Tesco’s bought the 20 acre site a couple of years ago after its closure in 2008 with the intention of saving the building and redeveloping it into a shopping centre, with the wonderful silo’s being turned into a rooftop cafe...wow! that simply would have been a fantastic use for them, and Tesco could add this little gem to their credit along with the Hoover Building. Planning permission was granted and building’s future seemed secured. Whilst taking some external photographs a local guy explained to me that once the plans were made public some of the other local supermarkets appealed to the council and Tesco’s plans were scuppered. This left Tesco with a building that was simply useless to them. Now I’m not into conspiracy theories but I know it’s who you know that matters and talks were had, palms were greased and the building was soon deemed “too expensive for repair” and this affected it Listed status...hence permission for demolition shortly. I’m gutted as I’m a huge fan of our forever disappearing Industrial Heritage and Art Deco design...so it’s a double whammy.

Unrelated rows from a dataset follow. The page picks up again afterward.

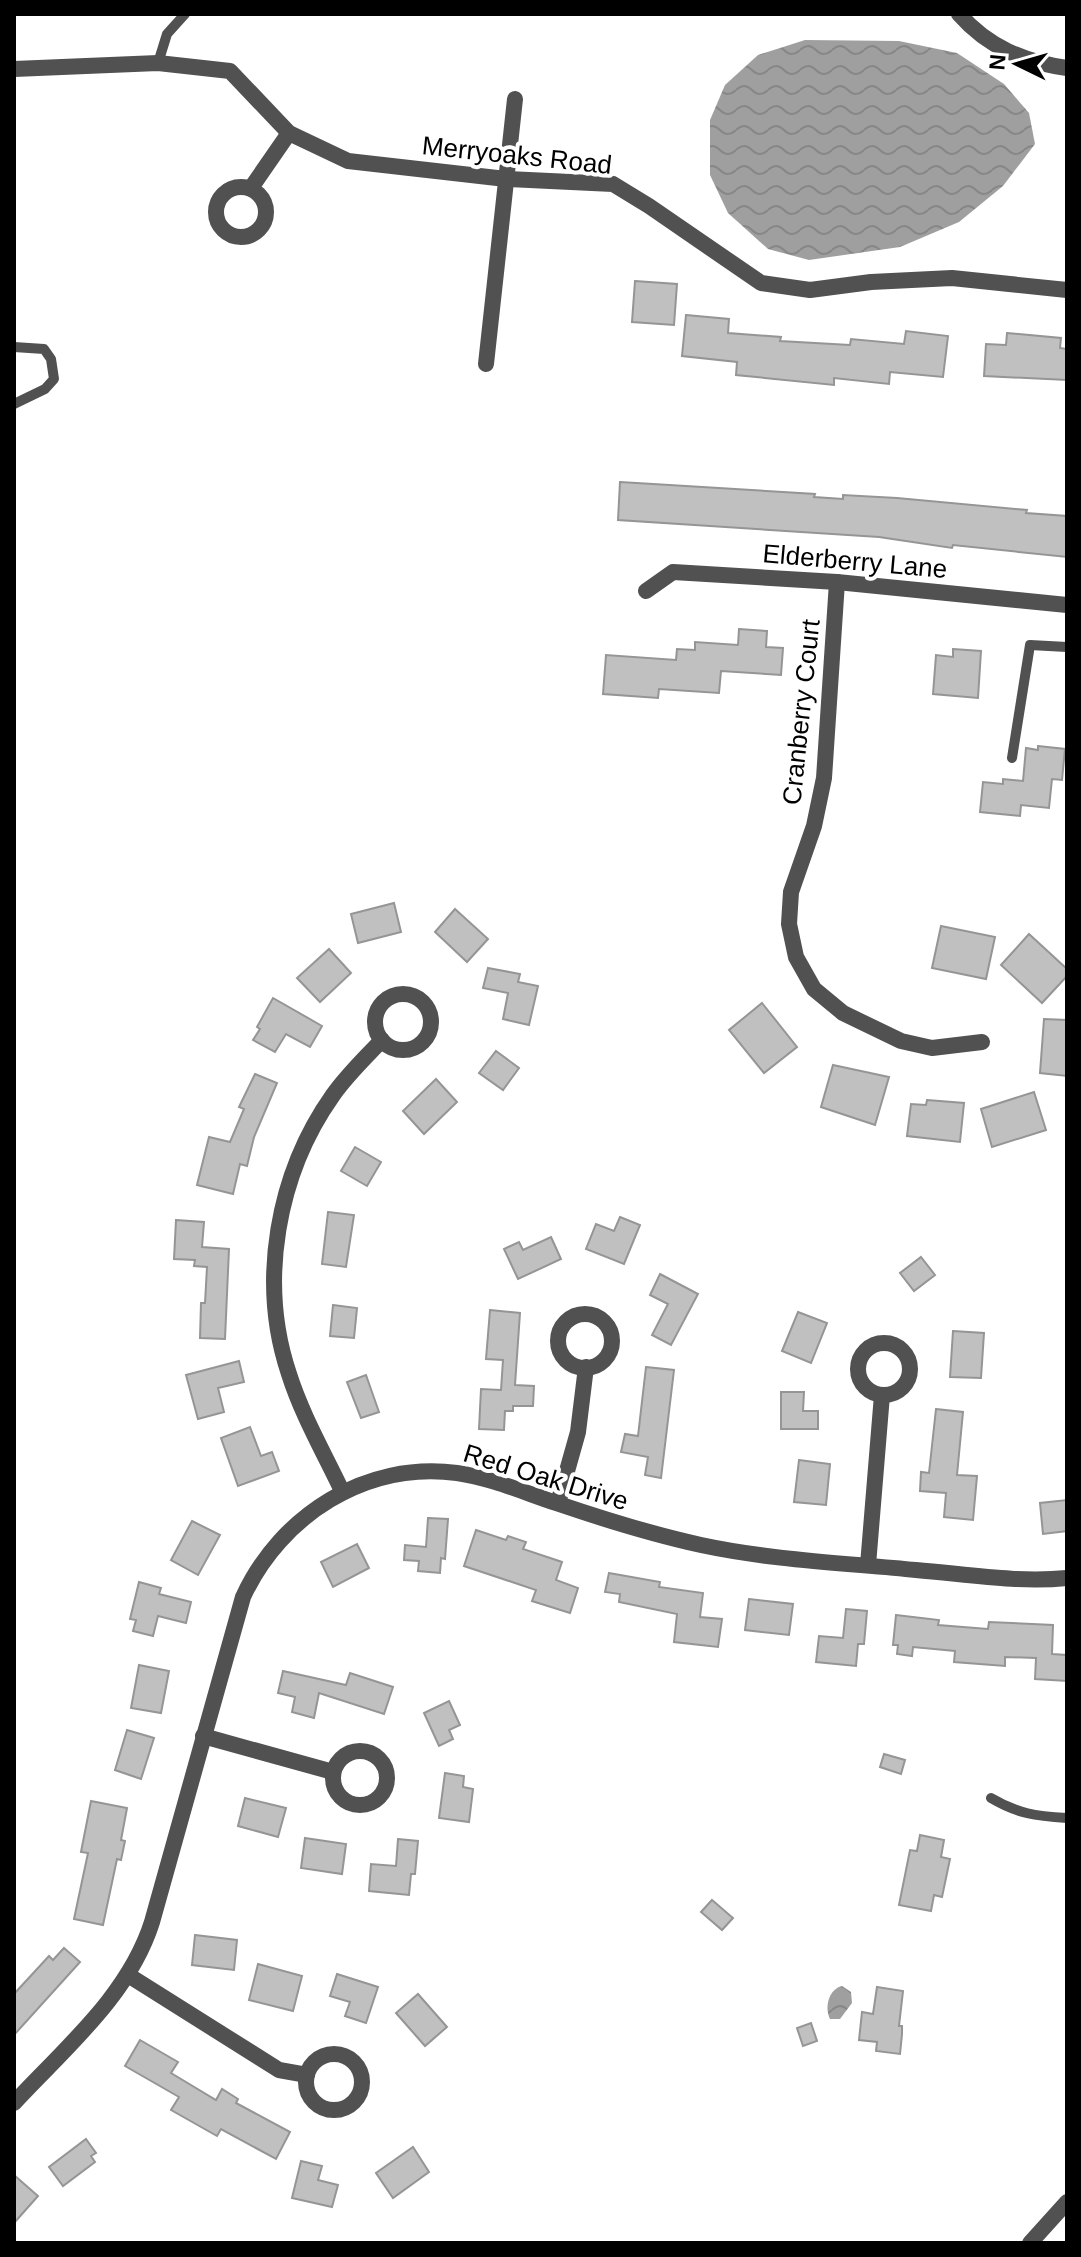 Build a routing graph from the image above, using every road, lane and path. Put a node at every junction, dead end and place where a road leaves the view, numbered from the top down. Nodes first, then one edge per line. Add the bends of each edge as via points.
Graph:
1 (185, 14) edge
2 (959, 14) edge
3 (158, 63) junction
4 (1067, 68) edge
5 (14, 69) edge
6 (515, 99) dead end
7 (289, 133) junction
8 (506, 179) junction
9 (251, 188) dead end
10 (1067, 290) edge
11 (14, 347) edge
12 (486, 364) dead end
13 (14, 404) edge
14 (837, 582) junction
15 (646, 591) dead end
16 (1067, 605) edge
17 (1067, 647) edge
18 (1012, 758) dead end
19 (382, 1040) dead end
20 (982, 1042) dead end
21 (586, 1367) dead end
22 (882, 1395) dead end
23 (342, 1491) junction
24 (558, 1503) junction
25 (868, 1565) junction
26 (1067, 1578) edge
27 (203, 1736) junction
28 (333, 1772) dead end
29 (991, 1798) dead end
30 (1067, 1818) edge
31 (128, 1975) junction
32 (307, 2075) dead end
33 (14, 2103) edge
34 (1067, 2202) edge
35 (1030, 2243) edge

1 - 3 lane via 167,34
2 - 4 street via 1004,51
3 - 5 street, Merryoaks Road
3 - 7 street, Merryoaks Road via 230,71
6 - 8 street
7 - 8 street, Merryoaks Road via 348,161
7 - 9 street
8 - 10 street, Merryoaks Road via 613,184 761,283 810,290 952,278
8 - 12 street
11 - 13 lane via 44,349 54,379
14 - 15 street, Elderberry Lane via 673,572
14 - 16 street, Elderberry Lane
14 - 20 street, Cranberry Court via 824,778 791,892 789,924 796,957 814,989 843,1013 901,1041 932,1048
17 - 18 lane via 1030,645
19 - 23 street via 347,1076 312,1128 282,1206 276,1244 274,1283 283,1354
21 - 24 street via 578,1432
22 - 25 street
23 - 24 street, Red Oak Drive via 394,1475 436,1471 480,1478
23 - 27 street, Red Oak Drive via 288,1531 251,1580 236,1615
24 - 25 street, Red Oak Drive via 705,1546
25 - 26 street, Red Oak Drive via 1036,1580
27 - 28 street
27 - 31 street, Red Oak Drive via 152,1922
29 - 30 lane via 1013,1811
31 - 32 street via 279,2070
31 - 33 street, Red Oak Drive
34 - 35 street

So if you get the chance go and visit the building before the site becomes several hundred homes for our ever increasing population...there isn’t a hell of a lot to see inside but it once it’s gone there’s no cumin back
















Such a shame these great silo’s aren’t goin to be saved






View from the top






Inside the top of the silo’s































































































































































Belgium factory undergoing redevelopment into housing....windows are going to be cut into the concrete silo’s so they can be turned into flats....shame this couldn’t be done to save the Shreddies factory.

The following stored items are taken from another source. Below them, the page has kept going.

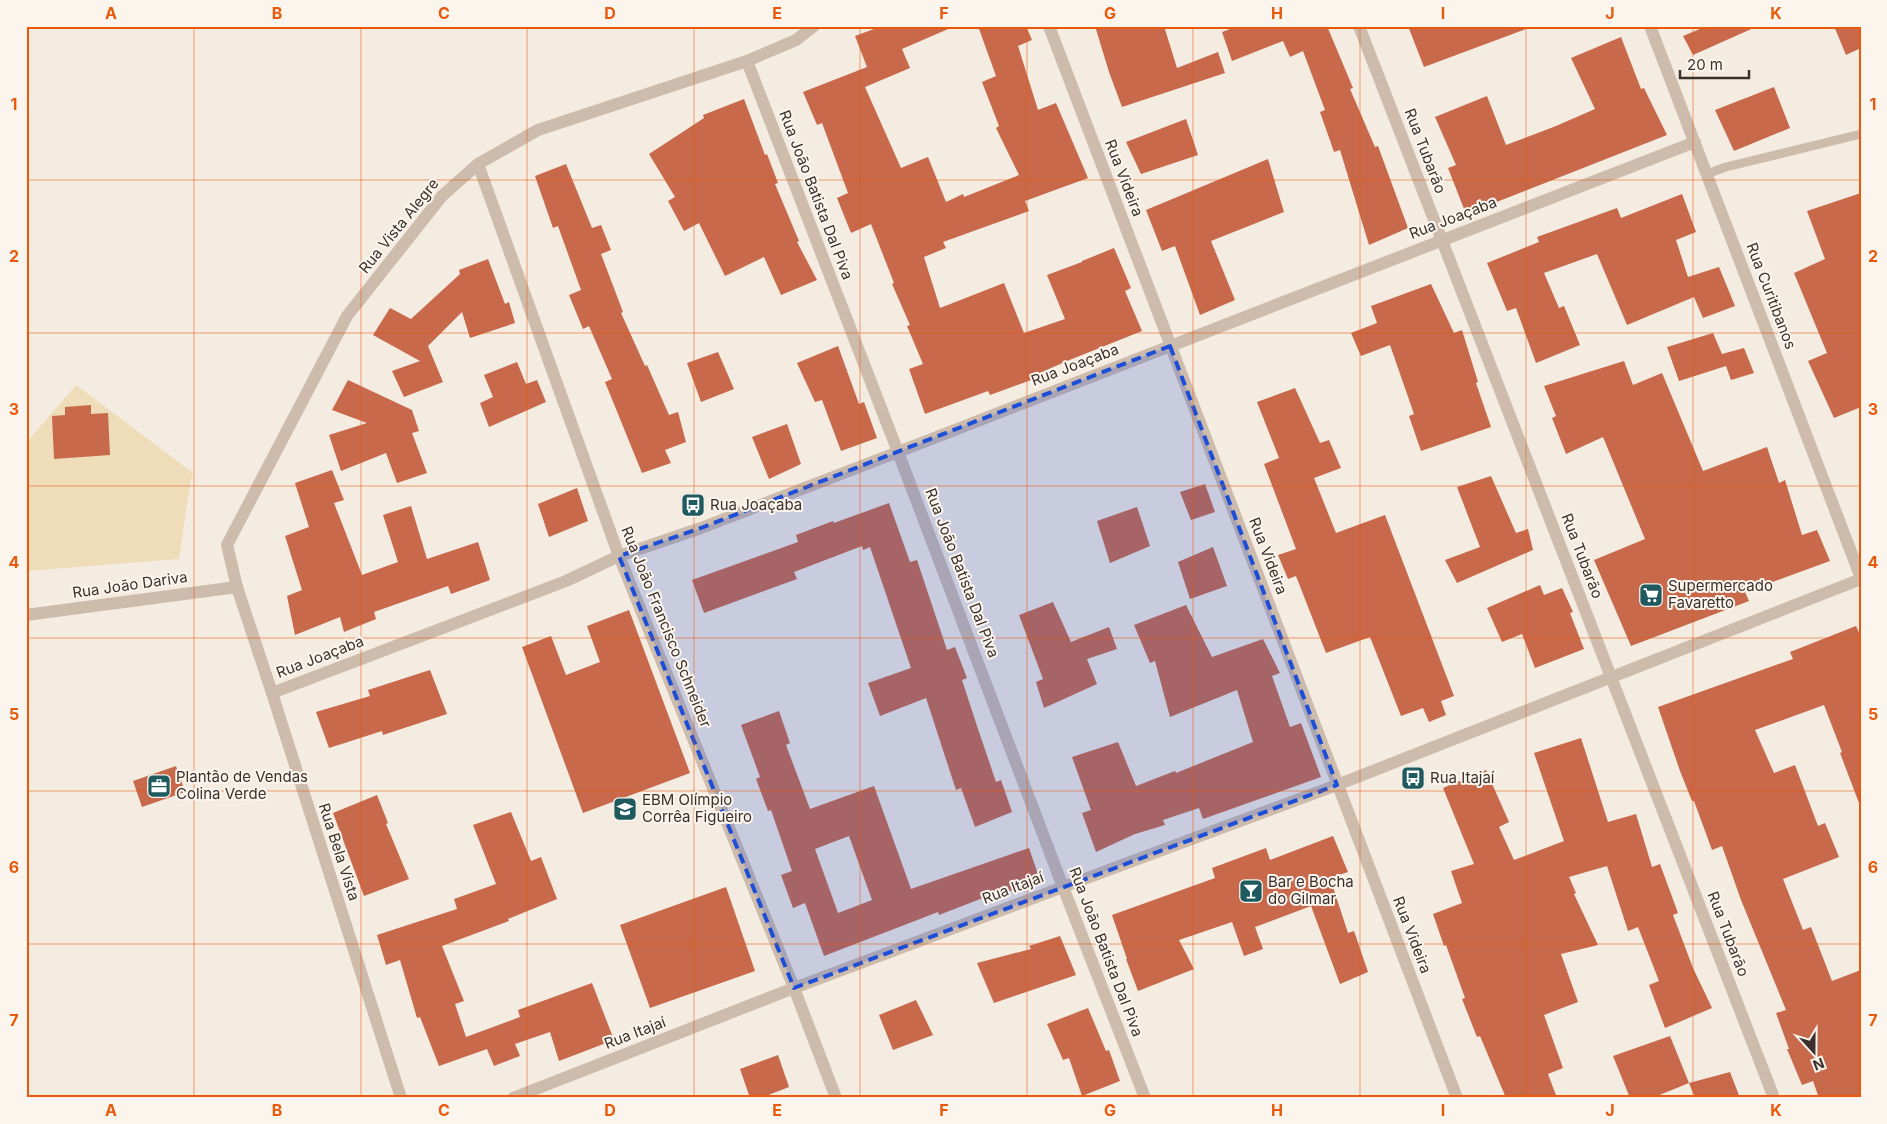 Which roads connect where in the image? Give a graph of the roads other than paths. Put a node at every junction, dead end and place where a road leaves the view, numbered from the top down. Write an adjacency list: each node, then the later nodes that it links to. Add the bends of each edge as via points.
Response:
1 (814, 26): 5 (street, Rua Vista Alegre, via 796,40)
2 (1049, 26): 11 (street, Rua Videira)
3 (1359, 26): 10 (street, Rua Tubarão)
4 (1650, 26): 7 (street, Rua Curitibanos)
5 (747, 61): 8 (street, Rua Vista Alegre, via 538,130); 12 (street, Rua João Batista Dal Piva)
6 (1861, 134): 9 (lane)
7 (1694, 142): 9 (street, Rua Curitibanos); 10 (street, Rua Joaçaba)
8 (478, 164): 13 (street, Rua João Francisco Schneider); 15 (street, Rua Vista Alegre, via 442,196 348,316 227,545)
9 (1707, 174): 14 (street, Rua Curitibanos)
10 (1442, 240): 11 (street, Rua Joaçaba); 17 (street, Rua Tubarão)
11 (1170, 346): 12 (street, Rua Joaçaba); 19 (street, Rua Videira)
12 (898, 452): 13 (street, Rua Joaçaba, via 701,528); 20 (street, Rua João Batista Dal Piva)
13 (618, 556): 18 (street, Rua Joaçaba, via 557,584); 21 (street, Rua João Francisco Schneider)
14 (1861, 578): 17 (street, Rua Itajaí)
15 (237, 586): 16 (street, Rua João Dariva); 18 (street, Rua Bela Vista)
16 (26, 615)
17 (1611, 677): 19 (street, Rua Itajaí); 27 (street, Rua Tubarão)
18 (272, 693): 22 (street, Rua Bela Vista)
19 (1337, 785): 20 (street, Rua Itajaí); 26 (street, Rua Videira)
20 (1063, 887): 21 (street, Rua Itajaí); 25 (street, Rua João Batista Dal Piva)
21 (794, 988): 23 (street, Rua Itajaí); 24 (street, Rua João Francisco Schneider)
22 (400, 1098)
23 (513, 1098)
24 (836, 1098)
25 (1145, 1098)
26 (1457, 1098)
27 (1774, 1098)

Well thanks for lookin, stay safe folks


----------



## GPSJim (Sep 19, 2014)

Some really great pictures and what a great place! Thanks for sharing


----------



## DirtyJigsaw (Sep 19, 2014)

Fantastic first report in well over a year!! Love the photos and the quote, "Dont let the profits go down the drain, check your flaps" made me laugh! Thanks for sharing


----------



## Romford Reject (Sep 19, 2014)

I like the fact that the clocks seem to be showing the HTC "Happy Time". (Dave Gorman fans will get this reference)


----------



## flyboys90 (Sep 19, 2014)

Cracking report and photos loved it all, and the factory made signs really gave me a laugh.Thanks for sharing and your right it should not be demolished that period of architecture is worthy of saving and there aint much left these days.


----------



## cunningplan (Sep 19, 2014)

Well that report has just made my day  great location, great report and great photos. Thanks for coming back


----------



## The Archivist (Sep 19, 2014)

These photos are fantastic, your use of light and space is an inspiration. Such a pity the building's going to waste though.


----------